- [YOUR TASK] Your reply should be a faithful copy of the records below, free of pictures.

SUPPLIED DATA section start

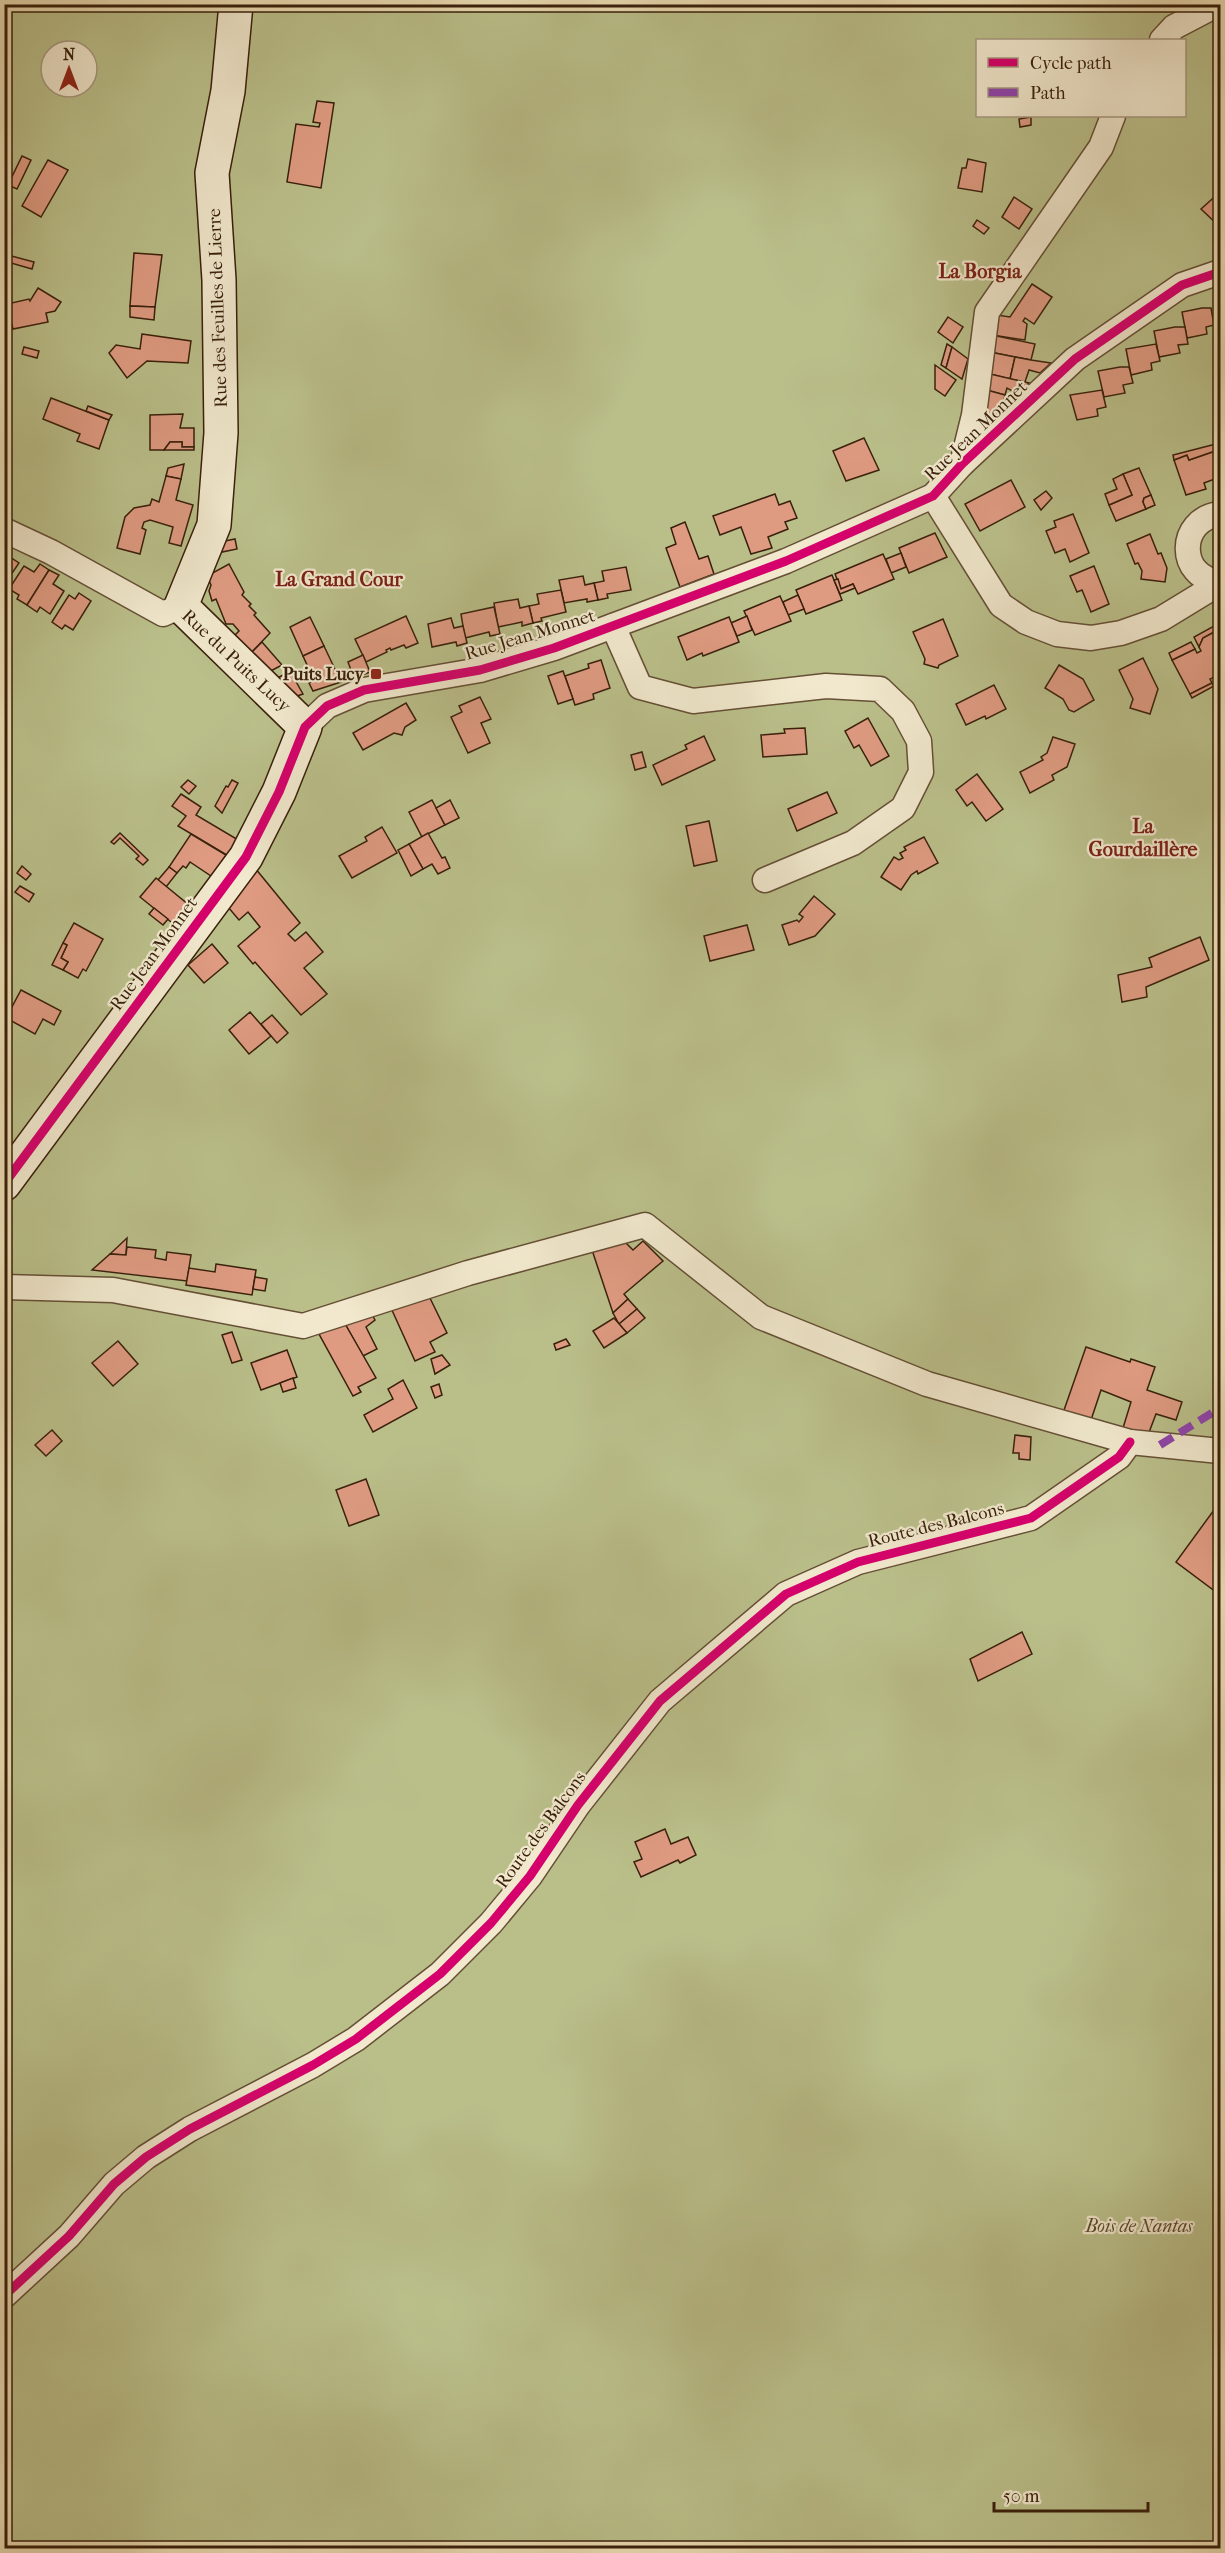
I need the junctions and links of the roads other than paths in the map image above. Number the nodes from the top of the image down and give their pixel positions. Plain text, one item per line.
1 (236, 4) edge
2 (1218, 4) edge
3 (1163, 39) edge
4 (1113, 117) edge
5 (1221, 272) edge
6 (962, 464) junction
7 (933, 496) junction
8 (1221, 514) edge
9 (4, 530) edge
10 (1221, 583) edge
11 (181, 606) junction
12 (613, 626) junction
13 (305, 727) junction
14 (765, 880) dead end
15 (4, 1184) edge
16 (4, 1287) edge
17 (1130, 1442) junction
18 (1221, 1450) edge
19 (4, 2296) edge

1 - 11 street, Rue des Feuilles de Lierre
2 - 3 street
4 - 6 street
5 - 6 street, Rue Jean Monnet
6 - 7 street, Rue Jean Monnet
7 - 10 street
7 - 12 street, Rue Jean Monnet
8 - 10 street
9 - 11 street, Rue du Puits Lucy
11 - 13 street, Rue du Puits Lucy
12 - 13 street, Rue Jean Monnet
12 - 14 street
13 - 15 street, Rue Jean Monnet
16 - 17 street
17 - 18 street
17 - 19 street, Route des Balcons

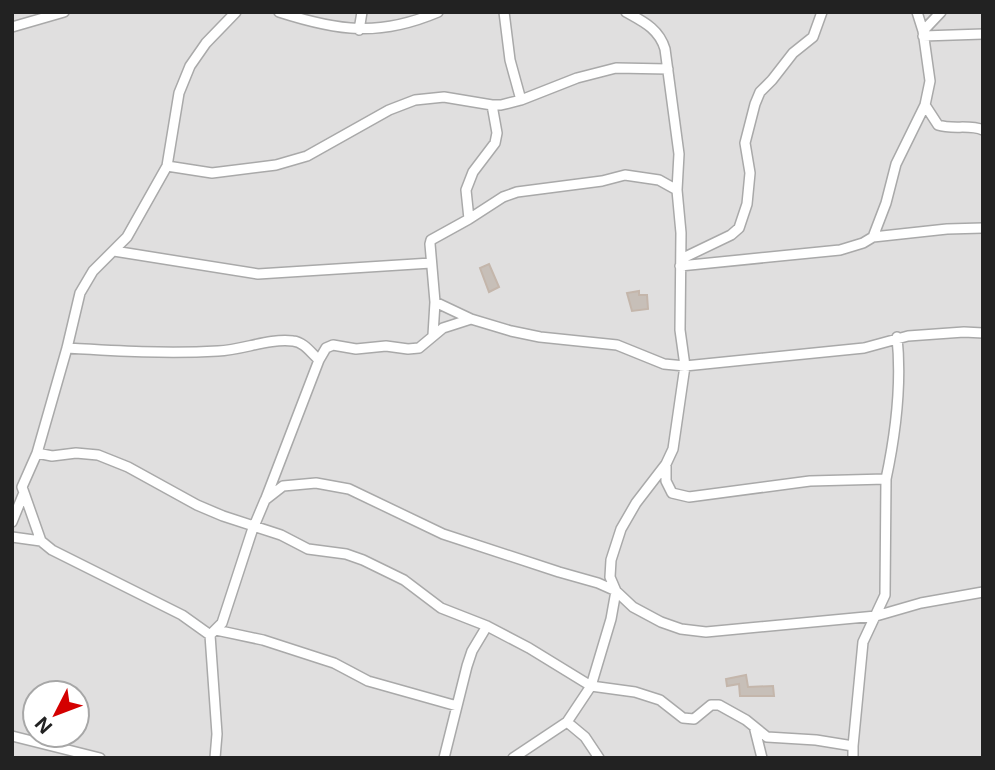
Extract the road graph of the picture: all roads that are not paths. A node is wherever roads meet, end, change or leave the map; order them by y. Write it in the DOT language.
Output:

SUPPLIED DATA section end

- [ANSWER SPACE]
I need the junctions and links of the roads other than paths in the map image above. Number the nodes from the top of the image down and give their pixel positions. Plain text, one item per line.
1 (236, 4) edge
2 (1218, 4) edge
3 (1163, 39) edge
4 (1113, 117) edge
5 (1221, 272) edge
6 (962, 464) junction
7 (933, 496) junction
8 (1221, 514) edge
9 (4, 530) edge
10 (1221, 583) edge
11 (181, 606) junction
12 (613, 626) junction
13 (305, 727) junction
14 (765, 880) dead end
15 (4, 1184) edge
16 (4, 1287) edge
17 (1130, 1442) junction
18 (1221, 1450) edge
19 (4, 2296) edge

1 - 11 street, Rue des Feuilles de Lierre
2 - 3 street
4 - 6 street
5 - 6 street, Rue Jean Monnet
6 - 7 street, Rue Jean Monnet
7 - 10 street
7 - 12 street, Rue Jean Monnet
8 - 10 street
9 - 11 street, Rue du Puits Lucy
11 - 13 street, Rue du Puits Lucy
12 - 13 street, Rue Jean Monnet
12 - 14 street
13 - 15 street, Rue Jean Monnet
16 - 17 street
17 - 18 street
17 - 19 street, Route des Balcons

Extract the road graph of the picture: all roads that are not paths. A node is wherever roads meet, end, change or leave the map; order them by y. Write it in the DOT language.
Output:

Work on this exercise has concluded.